Friday, November 10, 2006

Kids and Schoenberg - a winning combination

Okay, here's a short post: this morning (Friday, Nov 10) we have two more-than-sold-out houses of school children (mostly high school with some middle school), teachers, homeschool parents and chaperones listening with rapt attention to Verklaerte Nacht (Transfigured Night) by Arnold Schoenberg, performed by the highly-acclaimed string sextet, Concertante. The name Schoenberg conjures up mixed reactions from adult audiences -- his later 12-tone works do not always yield their rewards easily to the casual listener -- but this early work is a prime example of what I like to call "ripe, rich, almost-ready-to-rot late Romanticism." It's lushly, deeply expressive music.

This string sextet is inspired by an 1896 poem of the same name by Richard Dehmel. A woman who is desperate to have a child meets with a stranger and conceives. She then encounters another man, her true soul mate, but she fears he cannot love her, because she has borne her child by another man. Her soul mate accepts the child as his own, taking their love to a higher realm. All very passionate indeed, and the music reflects the spirit of the poetry masterfully.

Concertante's musicians, making their collective debut here today, are all extremely talented Juilliard School graduates. They're not only illustrating excerpts of the music before playing the entire work, they're reading the poetry to the students and explaining the connections, providing an important "way in" to understand this composition. At 9:15 in the morning, this topic is probably not your average children's concert fare, but in an age when children encounter issues like this in the media (not to mention in real life) , they can relate to it -- and to the music, when presented in this way -- without a problem. Coming out of the concert, the kids snicker a bit at the poetry, but like the idea that true love can be compassionate and transforming.

What's even more gratifying is that they connect with the beauty of the music, which Concertante is performing exquisitely. The piece ends extremely quietly, and having gone on the musical journey with Concertante's performance, the students are utterly engrossed. I think this is truly fantastic!

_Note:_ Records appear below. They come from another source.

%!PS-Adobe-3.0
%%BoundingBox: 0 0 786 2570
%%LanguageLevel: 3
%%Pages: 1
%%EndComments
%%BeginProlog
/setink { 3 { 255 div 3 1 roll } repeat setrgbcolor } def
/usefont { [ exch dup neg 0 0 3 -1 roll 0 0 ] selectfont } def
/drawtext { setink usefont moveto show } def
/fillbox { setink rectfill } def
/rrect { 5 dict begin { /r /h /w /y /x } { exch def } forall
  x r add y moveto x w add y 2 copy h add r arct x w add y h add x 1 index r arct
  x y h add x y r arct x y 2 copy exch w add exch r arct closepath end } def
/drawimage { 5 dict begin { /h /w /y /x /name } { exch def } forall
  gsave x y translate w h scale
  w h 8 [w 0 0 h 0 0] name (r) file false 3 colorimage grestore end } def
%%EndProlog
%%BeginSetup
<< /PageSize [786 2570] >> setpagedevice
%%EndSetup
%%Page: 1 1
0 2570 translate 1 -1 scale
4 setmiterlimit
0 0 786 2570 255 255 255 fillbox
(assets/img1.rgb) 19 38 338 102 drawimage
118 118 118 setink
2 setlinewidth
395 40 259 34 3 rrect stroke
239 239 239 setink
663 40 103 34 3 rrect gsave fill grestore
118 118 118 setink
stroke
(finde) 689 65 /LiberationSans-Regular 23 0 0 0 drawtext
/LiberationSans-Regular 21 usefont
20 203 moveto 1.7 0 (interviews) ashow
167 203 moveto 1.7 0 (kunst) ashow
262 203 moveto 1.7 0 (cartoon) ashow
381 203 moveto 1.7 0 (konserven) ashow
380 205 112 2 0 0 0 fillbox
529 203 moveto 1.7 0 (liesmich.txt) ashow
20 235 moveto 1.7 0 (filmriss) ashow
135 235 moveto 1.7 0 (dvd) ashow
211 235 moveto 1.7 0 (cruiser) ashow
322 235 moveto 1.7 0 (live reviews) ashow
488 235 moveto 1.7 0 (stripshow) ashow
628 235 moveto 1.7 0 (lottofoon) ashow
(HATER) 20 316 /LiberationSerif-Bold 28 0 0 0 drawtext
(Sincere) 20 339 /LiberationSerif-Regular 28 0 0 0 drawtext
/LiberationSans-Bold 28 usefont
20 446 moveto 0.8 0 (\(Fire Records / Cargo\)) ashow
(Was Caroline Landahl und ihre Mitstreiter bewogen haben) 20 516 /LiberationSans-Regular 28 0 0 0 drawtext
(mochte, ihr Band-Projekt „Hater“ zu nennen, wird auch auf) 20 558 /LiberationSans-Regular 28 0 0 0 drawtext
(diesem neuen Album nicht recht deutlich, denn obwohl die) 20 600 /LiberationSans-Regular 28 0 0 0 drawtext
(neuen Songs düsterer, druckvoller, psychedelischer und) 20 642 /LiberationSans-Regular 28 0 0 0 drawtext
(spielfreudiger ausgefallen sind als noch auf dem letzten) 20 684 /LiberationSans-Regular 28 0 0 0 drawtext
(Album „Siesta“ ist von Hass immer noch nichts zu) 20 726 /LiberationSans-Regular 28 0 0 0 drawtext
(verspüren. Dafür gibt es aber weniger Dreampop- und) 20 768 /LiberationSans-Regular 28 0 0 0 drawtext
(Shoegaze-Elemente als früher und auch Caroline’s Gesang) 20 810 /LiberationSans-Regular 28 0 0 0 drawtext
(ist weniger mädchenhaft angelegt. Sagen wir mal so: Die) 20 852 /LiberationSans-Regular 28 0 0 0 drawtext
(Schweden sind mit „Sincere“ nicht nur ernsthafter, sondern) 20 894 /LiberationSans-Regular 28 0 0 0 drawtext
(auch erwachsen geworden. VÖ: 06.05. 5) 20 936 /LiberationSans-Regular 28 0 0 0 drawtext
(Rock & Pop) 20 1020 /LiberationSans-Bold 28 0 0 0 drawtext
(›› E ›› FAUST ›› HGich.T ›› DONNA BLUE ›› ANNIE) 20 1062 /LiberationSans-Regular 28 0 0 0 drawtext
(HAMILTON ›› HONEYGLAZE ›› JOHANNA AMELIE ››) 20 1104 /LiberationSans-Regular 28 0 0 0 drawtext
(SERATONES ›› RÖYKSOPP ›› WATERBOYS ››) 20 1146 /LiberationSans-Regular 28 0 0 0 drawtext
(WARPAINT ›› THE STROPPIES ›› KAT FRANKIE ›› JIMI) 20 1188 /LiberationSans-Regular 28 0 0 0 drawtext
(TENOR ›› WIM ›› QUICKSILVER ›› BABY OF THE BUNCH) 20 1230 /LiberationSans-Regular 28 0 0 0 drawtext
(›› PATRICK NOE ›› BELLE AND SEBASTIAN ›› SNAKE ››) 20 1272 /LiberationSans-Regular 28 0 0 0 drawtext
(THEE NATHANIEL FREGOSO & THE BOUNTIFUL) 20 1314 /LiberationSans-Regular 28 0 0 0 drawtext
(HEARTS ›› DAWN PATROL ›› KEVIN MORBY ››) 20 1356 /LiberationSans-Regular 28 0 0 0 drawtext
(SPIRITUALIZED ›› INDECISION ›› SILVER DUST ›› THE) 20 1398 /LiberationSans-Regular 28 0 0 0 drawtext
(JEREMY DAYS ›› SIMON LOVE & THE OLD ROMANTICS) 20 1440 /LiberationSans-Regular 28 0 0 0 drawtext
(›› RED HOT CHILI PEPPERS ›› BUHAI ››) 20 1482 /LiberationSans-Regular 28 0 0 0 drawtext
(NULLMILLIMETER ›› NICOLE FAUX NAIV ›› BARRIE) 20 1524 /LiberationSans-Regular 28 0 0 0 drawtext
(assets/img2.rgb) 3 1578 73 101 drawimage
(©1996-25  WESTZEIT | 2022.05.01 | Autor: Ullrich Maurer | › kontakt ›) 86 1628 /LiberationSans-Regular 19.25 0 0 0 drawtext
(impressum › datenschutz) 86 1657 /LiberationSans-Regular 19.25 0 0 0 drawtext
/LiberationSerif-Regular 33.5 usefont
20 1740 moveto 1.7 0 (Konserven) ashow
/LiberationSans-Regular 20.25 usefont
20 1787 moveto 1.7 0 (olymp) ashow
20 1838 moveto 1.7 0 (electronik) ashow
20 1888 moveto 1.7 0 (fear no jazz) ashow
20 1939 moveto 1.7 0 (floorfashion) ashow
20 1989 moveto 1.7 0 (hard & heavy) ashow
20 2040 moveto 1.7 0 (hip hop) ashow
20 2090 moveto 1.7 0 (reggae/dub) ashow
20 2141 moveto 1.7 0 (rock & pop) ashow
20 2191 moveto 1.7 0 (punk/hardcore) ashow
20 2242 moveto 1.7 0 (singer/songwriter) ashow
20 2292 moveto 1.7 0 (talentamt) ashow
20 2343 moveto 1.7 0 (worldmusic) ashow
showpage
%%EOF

Transfigured Night is on the program Concertante will perform tonight at 8:15 PM, along with the excellent Brahms B-flat Sextet, and the elegant Introduction to Capriccio (the opening of the actual opera, for string sextet) by Richard Strauss...a heady dose of deliciously high-cholesterol German Romanticism. There's a free pre-concert talk at 7:15 on Transfigured Night by Dr. Kurt-Alexander Zeller. If you want to be transported in deep-Romantic musical bliss, good seats are available.

Thursday, November 09, 2006

Great singing thrives at Spivey Hall

The last several weeks have been full of singing here. Following the success of the Spivey Hall Treble Honor Choir Workshop and final concert, the Spivey Hall High School Honor Choir Workshop culminated with a concert led by guest conductor Dr. Christopher Cock, visiting from Valparaiso University. I was particularly impressed by their performance of "Sing a Mighty Song" by Daniel E. Gawthrop. The students made great strides in the course of their rehearsals, and the concert was a joyous occasion. All in all, Spivey Hall served more than 200 students in 12 counties who are better musicians because of their experience here. One teacher reported to Spivey Hall's Education Manager, Amber Dimkoff (who does a tremendous job of organizing these major events), that her participating students taught one of the Australian pieces from the treble workshop to the rest of her choral students -- evidence that beyond the 200 students the workshops touch directly, these important educational programs serve others, too. Such programs are central to Spivey Hall's mission. Many thanks to all the parents, teachers and coaches who contributed their time and talents to making the workshops resounding successes again this year.

We had more than 220 people attend our free concert on November 2nd: Measure for Measure: The Music of Shakepeare's Plays, featuring Ensemble Chaconne (a wonderful early-music ensemble from the Boston area) with mezzo-soprano Pamela Dellal. All the musicians performed splendidly, with lutenist Olav Chris Henriksen offering interesting, informative and well-researched comments from the stage about music used in Shakespeare's plays, in The Bard's lifetime as well as in subsequent decades. In addition to being in great voice, Pamela sang with fantastic diction, a keen dramatic sense, and very winning personality, bringing the songs vividly to life. She was particularly animated and engaging in the final selection, "Come Away, Hecate" -- a tune by Robert Johnson, which ended the concert strongly to warm applause. Feedback I received from audience members who completed surveys afterwards was highly positive and complimentary. I'm very pleased we could have an early-music performance of such high quality with a program that had special relevance to Clayton State University students (especially Dr. Gregory McNamara's Shakespeare class) -- available for free to the public. Many thanks, , Clayton State University Lyceum and Dr. Susan Hunter, Head of the Department of Language & Literature, for your support and assistance in making this concert possible.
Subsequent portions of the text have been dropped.